The Overdue Life of Amy Byler (2019) by Kelly Harms
GoodReads meta-data is 328 pages, rated 3.94/5.00 by 3178 litizens.
Genre: Chick Lit
Verdict: Go, girl!
By a quirk of fate (= a college roommate from the salad days), Single Mom school librarian from the mud that is western Pennsylvania, while attending a conference, becomes the subject of a comprehensive multi-media makeover on a brief vacation in New York City from her innumerable maternal duties. Her vanished ex-husband reappears to take care of the children, twelve year old Einstein and a fourteen year old wanna be party girl. Single Mom has fifteen minutes of fame.
She is riddled with guilt, self-doubts, and hesitations about leaving home alone but keeps on keeping on. Roommate cuts through all that. Meanwhile, daughter sends encouraging and disconcerting texts. Her junior Einstein continues to solve math problems mentally for relaxation, mulling over careers as a neurosurgeon or astrophysicist. Made-over Single Mom’s idea of doing the town in the Big Worm is to go to bookstores, despite some strong-arming from roommate.
There are plenty of laughs along the way. Nerd boy makes jokes in Latin. Does he ever! Roommate says Single Mom has to wear make-up, otherwise people will think she is dead; so pale is she. Her assigned personal trainer is desperate to make this project work to further his career and that includes pimping for her, whether she wants it or not. Facebook, Twitter, Pinterest, #tags are all employed.
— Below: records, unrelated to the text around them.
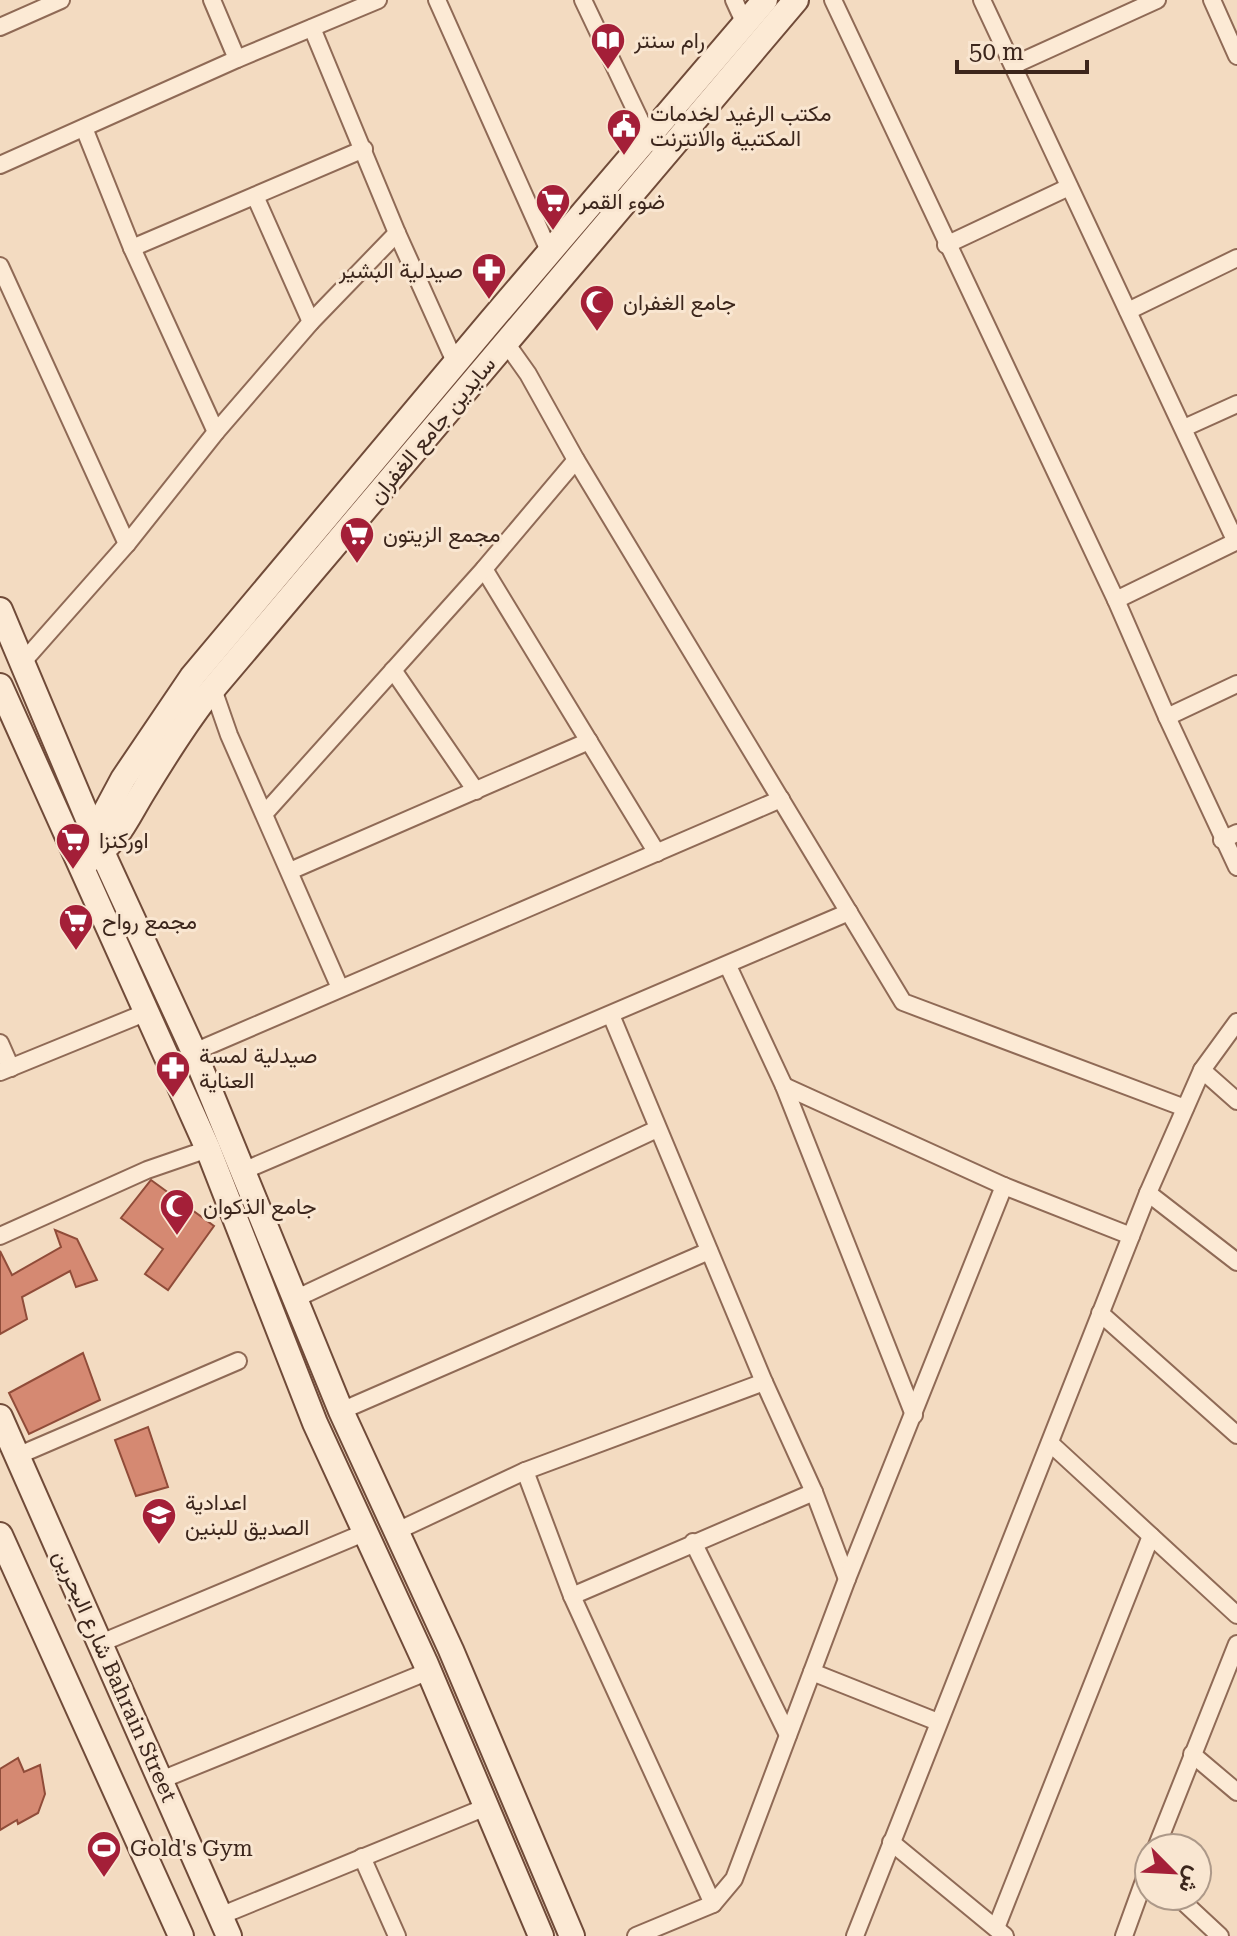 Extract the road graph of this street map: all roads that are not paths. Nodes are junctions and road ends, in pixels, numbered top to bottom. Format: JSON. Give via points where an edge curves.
{"nodes":[{"id":1,"x":61,"y":0,"type":"edge"},
{"id":2,"x":212,"y":0,"type":"edge"},
{"id":3,"x":378,"y":0,"type":"edge"},
{"id":4,"x":437,"y":0,"type":"edge"},
{"id":5,"x":583,"y":0,"type":"edge"},
{"id":6,"x":734,"y":0,"type":"edge"},
{"id":7,"x":765,"y":0,"type":"edge"},
{"id":8,"x":796,"y":0,"type":"edge"},
{"id":9,"x":833,"y":0,"type":"edge"},
{"id":10,"x":982,"y":0,"type":"edge"},
{"id":11,"x":1157,"y":0,"type":"edge"},
{"id":12,"x":1212,"y":0,"type":"edge"},
{"id":13,"x":38,"y":5,"type":"edge"},
{"id":14,"x":745,"y":24,"type":"junction"},
{"id":15,"x":0,"y":27,"type":"edge"},
{"id":16,"x":312,"y":28,"type":"junction"},
{"id":17,"x":1237,"y":56,"type":"edge"},
{"id":18,"x":237,"y":59,"type":"junction"},
{"id":19,"x":1014,"y":65,"type":"junction"},
{"id":20,"x":84,"y":128,"type":"junction"},
{"id":21,"x":364,"y":149,"type":"junction"},
{"id":22,"x":654,"y":149,"type":"junction"},
{"id":23,"x":0,"y":165,"type":"edge"},
{"id":24,"x":1069,"y":187,"type":"junction"},
{"id":25,"x":255,"y":196,"type":"junction"},
{"id":26,"x":397,"y":233,"type":"junction"},
{"id":27,"x":946,"y":245,"type":"junction"},
{"id":28,"x":132,"y":248,"type":"junction"},
{"id":29,"x":550,"y":253,"type":"junction"},
{"id":30,"x":1237,"y":258,"type":"edge"},
{"id":31,"x":0,"y":266,"type":"edge"},
{"id":32,"x":1128,"y":311,"type":"junction"},
{"id":33,"x":311,"y":322,"type":"junction"},
{"id":34,"x":506,"y":343,"type":"junction"},
{"id":35,"x":456,"y":364,"type":"junction"},
{"id":36,"x":1237,"y":404,"type":"edge"},
{"id":37,"x":1184,"y":428,"type":"junction"},
{"id":38,"x":216,"y":432,"type":"junction"},
{"id":39,"x":576,"y":460,"type":"junction"},
{"id":40,"x":1237,"y":541,"type":"edge"},
{"id":41,"x":127,"y":544,"type":"junction"},
{"id":42,"x":484,"y":569,"type":"junction"},
{"id":43,"x":1116,"y":600,"type":"junction"},
{"id":44,"x":0,"y":610,"type":"edge"},
{"id":45,"x":21,"y":664,"type":"junction"},
{"id":46,"x":393,"y":670,"type":"junction"},
{"id":47,"x":1237,"y":684,"type":"edge"},
{"id":48,"x":0,"y":686,"type":"edge"},
{"id":49,"x":213,"y":689,"type":"junction"},
{"id":50,"x":1167,"y":717,"type":"junction"},
{"id":51,"x":589,"y":741,"type":"junction"},
{"id":52,"x":476,"y":791,"type":"junction"},
{"id":53,"x":781,"y":799,"type":"junction"},
{"id":54,"x":265,"y":813,"type":"junction"},
{"id":55,"x":1230,"y":836,"type":"edge"},
{"id":56,"x":97,"y":842,"type":"junction"},
{"id":57,"x":657,"y":853,"type":"junction"},
{"id":58,"x":76,"y":854,"type":"junction"},
{"id":59,"x":1237,"y":867,"type":"edge"},
{"id":60,"x":290,"y":871,"type":"junction"},
{"id":61,"x":849,"y":912,"type":"junction"},
{"id":62,"x":728,"y":966,"type":"junction"},
{"id":63,"x":340,"y":988,"type":"junction"},
{"id":64,"x":147,"y":1012,"type":"junction"},
{"id":65,"x":611,"y":1015,"type":"junction"},
{"id":66,"x":1237,"y":1022,"type":"edge"},
{"id":67,"x":0,"y":1043,"type":"edge"},
{"id":68,"x":194,"y":1052,"type":"junction"},
{"id":69,"x":5,"y":1070,"type":"edge"},
{"id":70,"x":1202,"y":1070,"type":"junction"},
{"id":71,"x":784,"y":1086,"type":"junction"},
{"id":72,"x":1237,"y":1101,"type":"edge"},
{"id":73,"x":1185,"y":1108,"type":"junction"},
{"id":74,"x":657,"y":1129,"type":"junction"},
{"id":75,"x":208,"y":1149,"type":"junction"},
{"id":76,"x":243,"y":1171,"type":"junction"},
{"id":77,"x":1004,"y":1186,"type":"junction"},
{"id":78,"x":1148,"y":1193,"type":"junction"},
{"id":79,"x":269,"y":1233,"type":"junction"},
{"id":80,"x":0,"y":1236,"type":"edge"},
{"id":81,"x":1131,"y":1236,"type":"junction"},
{"id":82,"x":246,"y":1242,"type":"junction"},
{"id":83,"x":709,"y":1251,"type":"junction"},
{"id":84,"x":1237,"y":1262,"type":"edge"},
{"id":85,"x":297,"y":1298,"type":"junction"},
{"id":86,"x":1100,"y":1313,"type":"junction"},
{"id":87,"x":238,"y":1361,"type":"dead end"},
{"id":88,"x":764,"y":1382,"type":"junction"},
{"id":89,"x":341,"y":1411,"type":"junction"},
{"id":90,"x":914,"y":1415,"type":"junction"},
{"id":91,"x":0,"y":1417,"type":"edge"},
{"id":92,"x":1237,"y":1435,"type":"edge"},
{"id":93,"x":1050,"y":1443,"type":"junction"},
{"id":94,"x":17,"y":1456,"type":"junction"},
{"id":95,"x":525,"y":1471,"type":"junction"},
{"id":96,"x":814,"y":1492,"type":"junction"},
{"id":97,"x":397,"y":1531,"type":"junction"},
{"id":98,"x":366,"y":1532,"type":"junction"},
{"id":99,"x":0,"y":1535,"type":"edge"},
{"id":100,"x":1151,"y":1536,"type":"junction"},
{"id":101,"x":693,"y":1542,"type":"junction"},
{"id":102,"x":847,"y":1579,"type":"junction"},
{"id":103,"x":572,"y":1596,"type":"junction"},
{"id":104,"x":1237,"y":1615,"type":"edge"},
{"id":105,"x":101,"y":1643,"type":"junction"},
{"id":106,"x":1237,"y":1644,"type":"edge"},
{"id":107,"x":429,"y":1671,"type":"junction"},
{"id":108,"x":812,"y":1672,"type":"junction"},
{"id":109,"x":938,"y":1722,"type":"junction"},
{"id":110,"x":788,"y":1735,"type":"junction"},
{"id":111,"x":1192,"y":1754,"type":"junction"},
{"id":112,"x":161,"y":1780,"type":"junction"},
{"id":113,"x":1237,"y":1792,"type":"edge"},
{"id":114,"x":486,"y":1807,"type":"junction"},
{"id":115,"x":1162,"y":1832,"type":"edge"},
{"id":116,"x":891,"y":1842,"type":"junction"},
{"id":117,"x":362,"y":1857,"type":"junction"},
{"id":118,"x":713,"y":1904,"type":"junction"},
{"id":119,"x":1133,"y":1912,"type":"edge"},
{"id":120,"x":1194,"y":1912,"type":"edge"},
{"id":121,"x":225,"y":1926,"type":"edge"},
{"id":122,"x":1000,"y":1932,"type":"edge"},
{"id":123,"x":181,"y":1936,"type":"edge"},
{"id":124,"x":397,"y":1936,"type":"edge"},
{"id":125,"x":541,"y":1936,"type":"edge"},
{"id":126,"x":572,"y":1936,"type":"edge"},
{"id":127,"x":636,"y":1936,"type":"edge"},
{"id":128,"x":855,"y":1936,"type":"edge"},
{"id":129,"x":1124,"y":1936,"type":"edge"},
{"id":130,"x":1220,"y":1936,"type":"edge"}],
"edges":[{"from":1,"to":13,"type":"street"},
{"from":2,"to":18,"type":"street"},
{"from":3,"to":16,"type":"street"},
{"from":4,"to":29,"type":"street"},
{"from":5,"to":22,"type":"street"},
{"from":6,"to":14,"type":"street"},
{"from":7,"to":14,"type":"street","name":"سايدين جامع الغفران"},
{"from":8,"to":22,"type":"street","name":"سايدين جامع الغفران"},
{"from":9,"to":27,"type":"street"},
{"from":10,"to":19,"type":"street"},
{"from":11,"to":19,"type":"street"},
{"from":12,"to":17,"type":"street"},
{"from":13,"to":15,"type":"street"},
{"from":14,"to":22,"type":"street","name":"سايدين جامع الغفران"},
{"from":16,"to":18,"type":"street"},
{"from":16,"to":21,"type":"street"},
{"from":18,"to":20,"type":"street"},
{"from":19,"to":24,"type":"street"},
{"from":20,"to":23,"type":"street"},
{"from":20,"to":28,"type":"street"},
{"from":21,"to":25,"type":"street"},
{"from":21,"to":26,"type":"street"},
{"from":22,"to":29,"type":"street","name":"سايدين جامع الغفران"},
{"from":22,"to":34,"type":"street","name":"سايدين جامع الغفران"},
{"from":24,"to":27,"type":"street"},
{"from":24,"to":32,"type":"street"},
{"from":25,"to":28,"type":"street"},
{"from":25,"to":33,"type":"street"},
{"from":26,"to":33,"type":"street"},
{"from":26,"to":35,"type":"street"},
{"from":27,"to":43,"type":"street"},
{"from":28,"to":38,"type":"street"},
{"from":29,"to":35,"type":"street","name":"سايدين جامع الغفران"},
{"from":30,"to":32,"type":"street"},
{"from":31,"to":41,"type":"street"},
{"from":32,"to":37,"type":"street"},
{"from":33,"to":38,"type":"street"},
{"from":34,"to":39,"type":"street"},
{"from":34,"to":49,"type":"street","name":"سايدين جامع الغفران"},
{"from":35,"to":56,"type":"street","name":"سايدين جامع الغفران","via":[[192,677],[123,779]]},
{"from":36,"to":37,"type":"street"},
{"from":37,"to":40,"type":"street"},
{"from":38,"to":41,"type":"street"},
{"from":39,"to":42,"type":"street"},
{"from":39,"to":53,"type":"street"},
{"from":40,"to":43,"type":"street"},
{"from":41,"to":45,"type":"street"},
{"from":42,"to":46,"type":"street"},
{"from":42,"to":51,"type":"street"},
{"from":43,"to":50,"type":"street"},
{"from":44,"to":45,"type":"street"},
{"from":45,"to":56,"type":"street"},
{"from":46,"to":52,"type":"street"},
{"from":46,"to":54,"type":"street"},
{"from":47,"to":50,"type":"street"},
{"from":48,"to":58,"type":"street"},
{"from":49,"to":54,"type":"street"},
{"from":49,"to":56,"type":"street","name":"سايدين جامع الغفران","via":[[184,725],[122,830]]},
{"from":50,"to":55,"type":"street"},
{"from":51,"to":52,"type":"street"},
{"from":51,"to":57,"type":"street"},
{"from":52,"to":60,"type":"street"},
{"from":53,"to":57,"type":"street"},
{"from":53,"to":61,"type":"street"},
{"from":54,"to":60,"type":"street"},
{"from":55,"to":59,"type":"street"},
{"from":56,"to":58,"type":"street","name":"سايدين جامع الغفران"},
{"from":56,"to":68,"type":"street"},
{"from":57,"to":63,"type":"street"},
{"from":58,"to":64,"type":"street"},
{"from":60,"to":63,"type":"street"},
{"from":61,"to":62,"type":"street"},
{"from":61,"to":73,"type":"street","via":[[903,1002]]},
{"from":62,"to":65,"type":"street"},
{"from":62,"to":71,"type":"street"},
{"from":63,"to":68,"type":"street"},
{"from":64,"to":69,"type":"street"},
{"from":64,"to":75,"type":"street"},
{"from":65,"to":74,"type":"street"},
{"from":65,"to":76,"type":"street"},
{"from":66,"to":70,"type":"street"},
{"from":67,"to":69,"type":"street"},
{"from":68,"to":76,"type":"street"},
{"from":70,"to":72,"type":"street"},
{"from":70,"to":73,"type":"street"},
{"from":71,"to":77,"type":"street"},
{"from":71,"to":90,"type":"street"},
{"from":73,"to":78,"type":"street"},
{"from":74,"to":83,"type":"street"},
{"from":74,"to":85,"type":"street"},
{"from":75,"to":80,"type":"street","via":[[147,1170]]},
{"from":75,"to":82,"type":"street"},
{"from":76,"to":79,"type":"street"},
{"from":77,"to":81,"type":"street"},
{"from":77,"to":90,"type":"street"},
{"from":78,"to":81,"type":"street"},
{"from":78,"to":84,"type":"street"},
{"from":79,"to":82,"type":"street"},
{"from":79,"to":85,"type":"street"},
{"from":81,"to":86,"type":"street"},
{"from":82,"to":98,"type":"street","via":[[315,1423]]},
{"from":83,"to":88,"type":"street"},
{"from":83,"to":89,"type":"street"},
{"from":85,"to":89,"type":"street"},
{"from":86,"to":92,"type":"street"},
{"from":86,"to":93,"type":"street"},
{"from":87,"to":94,"type":"street"},
{"from":88,"to":95,"type":"street"},
{"from":88,"to":96,"type":"street"},
{"from":89,"to":97,"type":"street"},
{"from":90,"to":102,"type":"street"},
{"from":91,"to":94,"type":"street","name":"شارع البحرين Bahrain Street"},
{"from":93,"to":100,"type":"street"},
{"from":93,"to":109,"type":"street"},
{"from":94,"to":105,"type":"street","name":"شارع البحرين Bahrain Street"},
{"from":95,"to":97,"type":"street"},
{"from":95,"to":103,"type":"street"},
{"from":96,"to":101,"type":"street"},
{"from":96,"to":102,"type":"street"},
{"from":97,"to":126,"type":"street"},
{"from":98,"to":105,"type":"street"},
{"from":98,"to":107,"type":"street"},
{"from":99,"to":123,"type":"street","name":"شارع البحرين Bahrain Street"},
{"from":100,"to":104,"type":"street"},
{"from":100,"to":122,"type":"street"},
{"from":101,"to":103,"type":"street"},
{"from":101,"to":110,"type":"street"},
{"from":102,"to":108,"type":"street"},
{"from":103,"to":118,"type":"street"},
{"from":105,"to":112,"type":"street","name":"شارع البحرين Bahrain Street"},
{"from":106,"to":111,"type":"street"},
{"from":107,"to":112,"type":"street"},
{"from":107,"to":114,"type":"street"},
{"from":108,"to":109,"type":"street"},
{"from":108,"to":110,"type":"street"},
{"from":109,"to":116,"type":"street"},
{"from":110,"to":118,"type":"street","via":[[734,1879]]},
{"from":111,"to":113,"type":"street"},
{"from":111,"to":115,"type":"street"},
{"from":112,"to":121,"type":"street","name":"شارع البحرين Bahrain Street"},
{"from":114,"to":117,"type":"street"},
{"from":114,"to":125,"type":"street"},
{"from":116,"to":122,"type":"street"},
{"from":116,"to":128,"type":"street"},
{"from":117,"to":121,"type":"street"},
{"from":117,"to":124,"type":"street"},
{"from":118,"to":127,"type":"street"},
{"from":119,"to":129,"type":"street"},
{"from":120,"to":130,"type":"street"}]}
When occurs an accident Amy takes over while her Ex goes into Chernobyl meltdown. Crisis management according to Amy: if no one is dead and no one’s hair is on fire, we can cope. Party girl daughter was doing unsupervised diving practice in her Olympic ambitions to master the springboard and did a Greg Louganis. Then there is the fate of the stuffed cheetah at the hospital. Best not think about that.
By the way her conference presentation concerned Flexthology to encourage reluctant readers. She might have applied it to some of the GoodReads contributors who complain about this term, this idea, this….they know not what. The essence of Flexthology is a variety of comparable books from which these reluctant readers choose to complete reading assignments. To overcome peer pressure the reading is done on e-readers, having no tell-tale covers. There are many financial and legal issues to resolve about intellectual property. It is anthology reading but since there is choice it is flexible. The 2.0 ratings I glanced at on GoodReads grouse about this unusual term, and the very idea they might have to stop and think what the neo-logism means.
Of course libraries serve the same purpose: a variety of books from which a reader may choose. Amy’s point is to standardise that variety enough and to put it in tiers to fit it into a school curriculum. But wait, let’s not get too serious. It is after all only a plot device.